%%

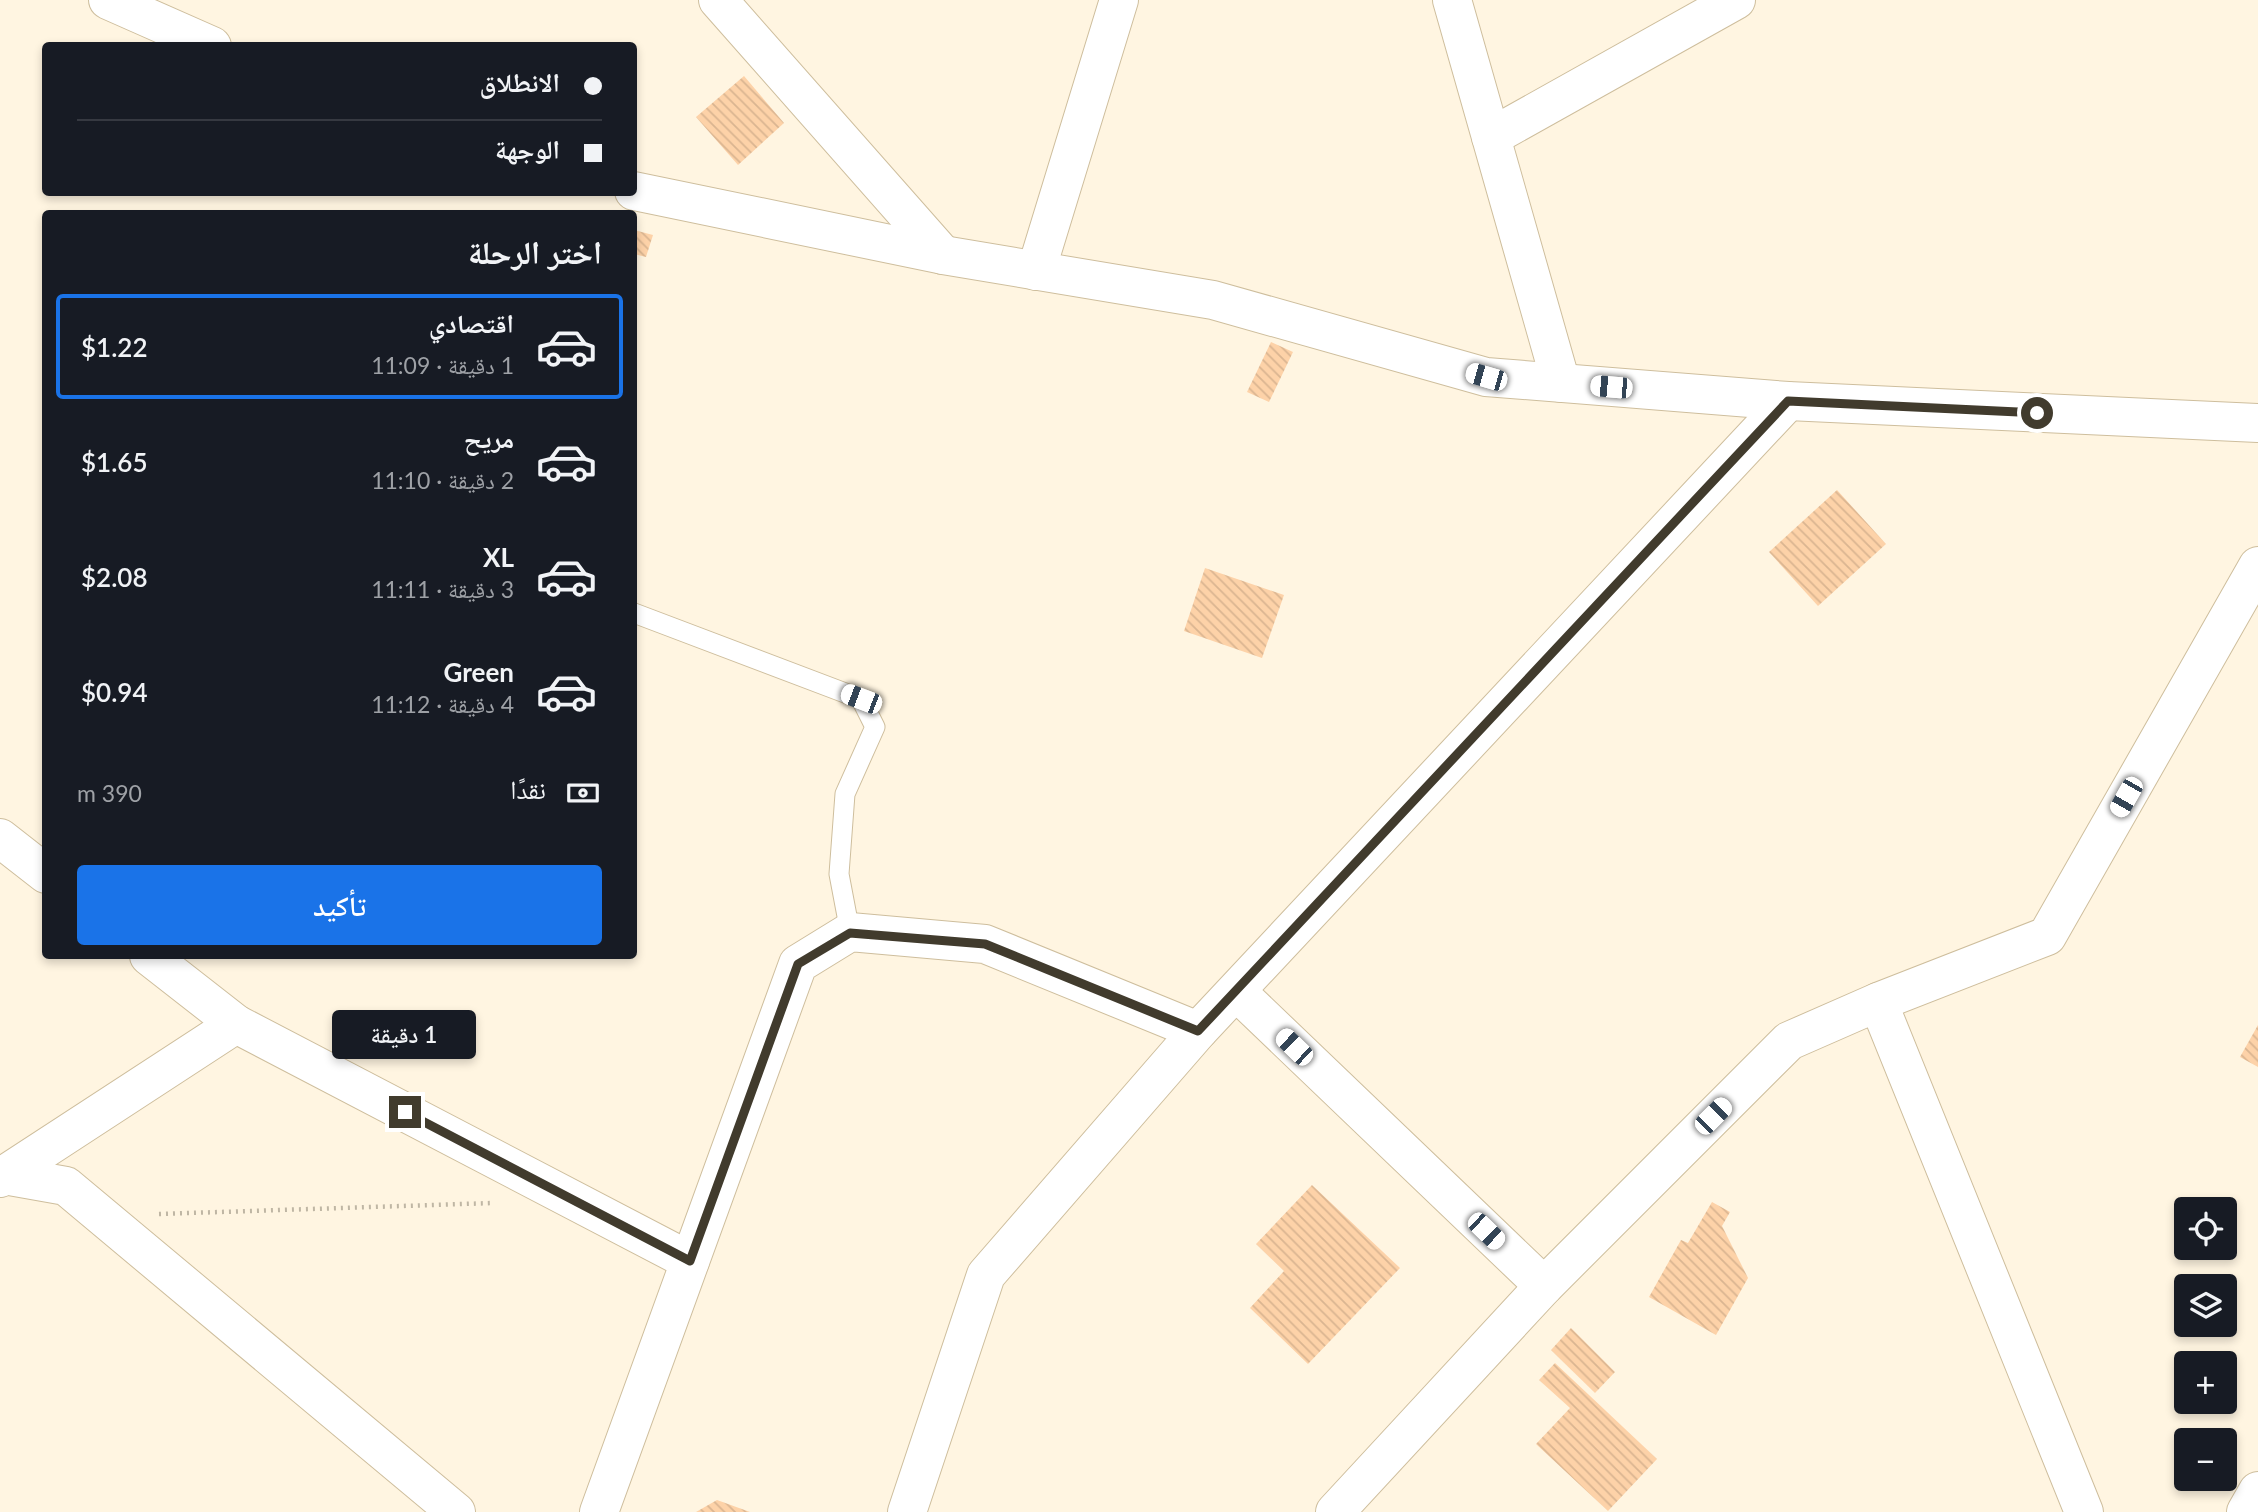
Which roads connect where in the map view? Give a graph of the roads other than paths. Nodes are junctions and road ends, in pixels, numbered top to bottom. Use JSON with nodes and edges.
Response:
{"nodes":[{"id":1,"x":108,"y":0,"type":"edge"},
{"id":2,"x":718,"y":0,"type":"edge"},
{"id":3,"x":1119,"y":0,"type":"edge"},
{"id":4,"x":1452,"y":0,"type":"edge"},
{"id":5,"x":1721,"y":4,"type":"edge"},
{"id":6,"x":203,"y":42,"type":"edge"},
{"id":7,"x":1491,"y":137,"type":"junction"},
{"id":8,"x":637,"y":192,"type":"edge"},
{"id":9,"x":943,"y":255,"type":"junction"},
{"id":10,"x":1036,"y":271,"type":"junction"},
{"id":11,"x":1560,"y":383,"type":"junction"},
{"id":12,"x":1788,"y":401,"type":"junction"},
{"id":13,"x":2258,"y":424,"type":"edge"},
{"id":14,"x":2258,"y":566,"type":"edge"},
{"id":15,"x":637,"y":614,"type":"edge"},
{"id":16,"x":0,"y":838,"type":"edge"},
{"id":17,"x":42,"y":871,"type":"edge"},
{"id":18,"x":850,"y":933,"type":"junction"},
{"id":19,"x":153,"y":959,"type":"edge"},
{"id":20,"x":1237,"y":992,"type":"junction"},
{"id":21,"x":1878,"y":1002,"type":"junction"},
{"id":22,"x":236,"y":1024,"type":"junction"},
{"id":23,"x":1198,"y":1031,"type":"junction"},
{"id":24,"x":2,"y":1176,"type":"edge"},
{"id":25,"x":690,"y":1261,"type":"junction"},
{"id":26,"x":1544,"y":1286,"type":"junction"},
{"id":27,"x":2258,"y":1491,"type":"edge"},
{"id":28,"x":456,"y":1512,"type":"edge"},
{"id":29,"x":599,"y":1512,"type":"edge"},
{"id":30,"x":907,"y":1512,"type":"edge"},
{"id":31,"x":1335,"y":1512,"type":"edge"},
{"id":32,"x":2084,"y":1512,"type":"edge"},
{"id":33,"x":2246,"y":1512,"type":"edge"}],
"edges":[{"from":1,"to":6,"type":"street"},
{"from":2,"to":9,"type":"street"},
{"from":3,"to":10,"type":"street"},
{"from":4,"to":7,"type":"street"},
{"from":5,"to":7,"type":"street"},
{"from":7,"to":11,"type":"street"},
{"from":8,"to":9,"type":"street"},
{"from":9,"to":10,"type":"street"},
{"from":10,"to":11,"type":"street"},
{"from":11,"to":12,"type":"street"},
{"from":12,"to":13,"type":"street"},
{"from":12,"to":20,"type":"street"},
{"from":14,"to":21,"type":"street"},
{"from":15,"to":18,"type":"lane"},
{"from":16,"to":17,"type":"street"},
{"from":18,"to":23,"type":"street"},
{"from":18,"to":25,"type":"street"},
{"from":19,"to":22,"type":"street"},
{"from":20,"to":23,"type":"street"},
{"from":20,"to":26,"type":"street"},
{"from":21,"to":26,"type":"street"},
{"from":21,"to":32,"type":"street"},
{"from":22,"to":24,"type":"street"},
{"from":22,"to":25,"type":"street"},
{"from":23,"to":30,"type":"street"},
{"from":24,"to":28,"type":"street"},
{"from":25,"to":29,"type":"street"},
{"from":26,"to":31,"type":"street"},
{"from":27,"to":33,"type":"street"}]}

%%

PROBLEM TO SOLVE >> From the material above, copy every line that has the word "nodes" in it.

WRITTEN REPLY >>
Which roads connect where in the map view? Give a graph of the roads other than paths. Nodes are junctions and road ends, in pixels, numbered top to bottom. Use JSON with nodes and edges.
{"nodes":[{"id":1,"x":108,"y":0,"type":"edge"},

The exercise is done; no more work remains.